# Task Selection: An Example

This is an example of how to perform task selection using MTEB when creating a benchmark. The goal here is to subsample a potentially large number of tasks down to the one with the most information. We do this as a feature selection approach, where we remove a task if its performance if predictable by the performance of other tasks.

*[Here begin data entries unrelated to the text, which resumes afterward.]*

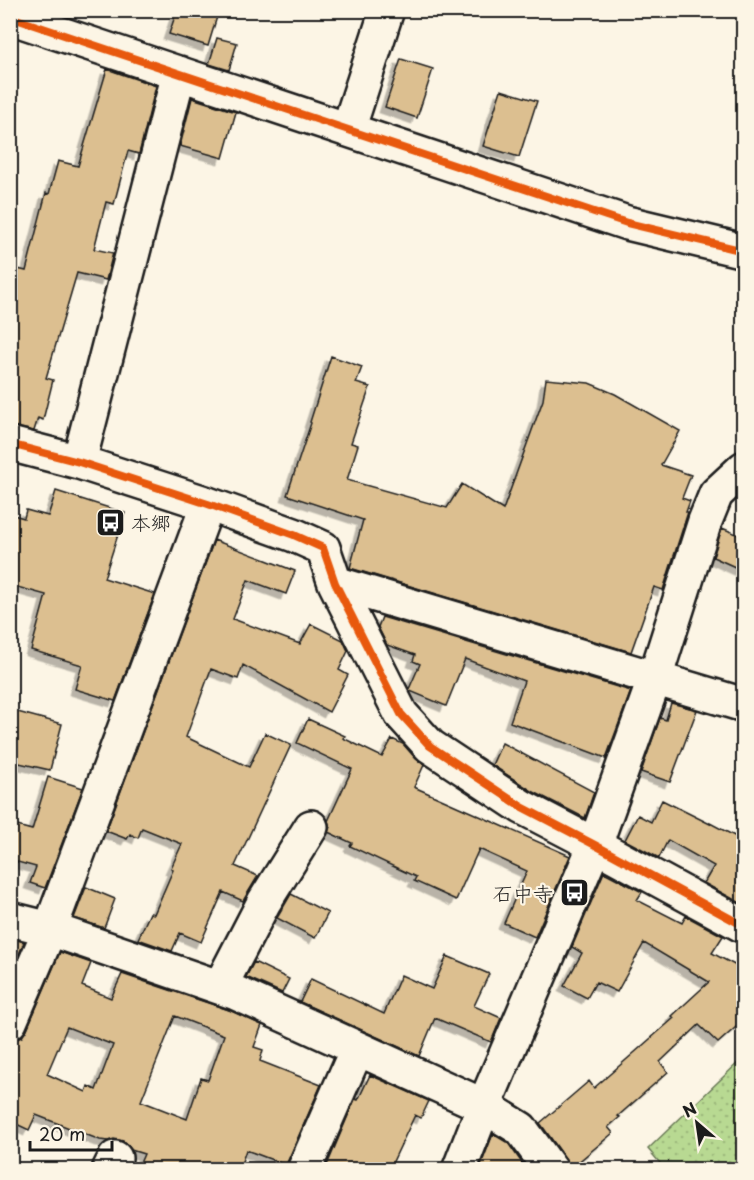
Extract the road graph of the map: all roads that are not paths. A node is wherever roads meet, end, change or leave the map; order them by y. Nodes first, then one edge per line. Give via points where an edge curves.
1 (387, 10) edge
2 (10, 16) edge
3 (178, 73) junction
4 (348, 130) junction
5 (744, 251) edge
6 (10, 444) edge
7 (79, 462) junction
8 (744, 468) edge
9 (208, 504) junction
10 (335, 583) junction
11 (656, 678) junction
12 (744, 705) edge
13 (311, 827) dead end
14 (595, 845) junction
15 (10, 919) edge
16 (744, 926) edge
17 (50, 929) junction
18 (220, 987) junction
19 (10, 1022) edge
20 (357, 1048) junction
21 (484, 1106) junction
22 (304, 1170) edge
23 (459, 1170) edge
24 (551, 1170) edge

1 - 4 street
2 - 3 street
3 - 4 street
3 - 7 street
4 - 5 street via 627,223
6 - 7 street
7 - 9 street
8 - 11 street via 716,494
9 - 10 street via 322,548
9 - 17 street
10 - 11 street
10 - 14 street via 400,714 430,747 522,807
11 - 12 street
11 - 14 street
13 - 18 street via 264,902
14 - 16 street
14 - 21 street
15 - 17 street
17 - 18 street
17 - 19 street
18 - 20 street
20 - 21 street
20 - 22 street
21 - 23 street
21 - 24 street via 521,1129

See the paper for more information.

For this example we will be using Danish (dan) as it has relatively few tasks, but there is not reason to limit to only Danish tasks.

In [1]:
import mteb

  from .autonotebook import tqdm as notebook_tqdm


## Loading in data
We will start out by loading in the relevant data for the model and tasks of interests.

In [2]:
def get_models():
    model_names = [
        "sentence-transformers/all-MiniLM-L6-v2",
        "sentence-transformers/all-MiniLM-L12-v2",
        "sentence-transformers/paraphrase-multilingual-MiniLM-L12-v2",
        "sentence-transformers/paraphrase-multilingual-mpnet-base-v2",
        "sentence-transformers/all-mpnet-base-v2",
        "sentence-transformers/LaBSE",
        "intfloat/multilingual-e5-large-instruct",
        "intfloat/e5-mistral-7b-instruct",
        "GritLM/GritLM-7B",
        "GritLM/GritLM-8x7B",
        "intfloat/multilingual-e5-small",
        "intfloat/multilingual-e5-base",
        "intfloat/multilingual-e5-large",
    ]
    models: list[mteb.ModelMeta] = [mteb.get_model_meta(name) for name in model_names]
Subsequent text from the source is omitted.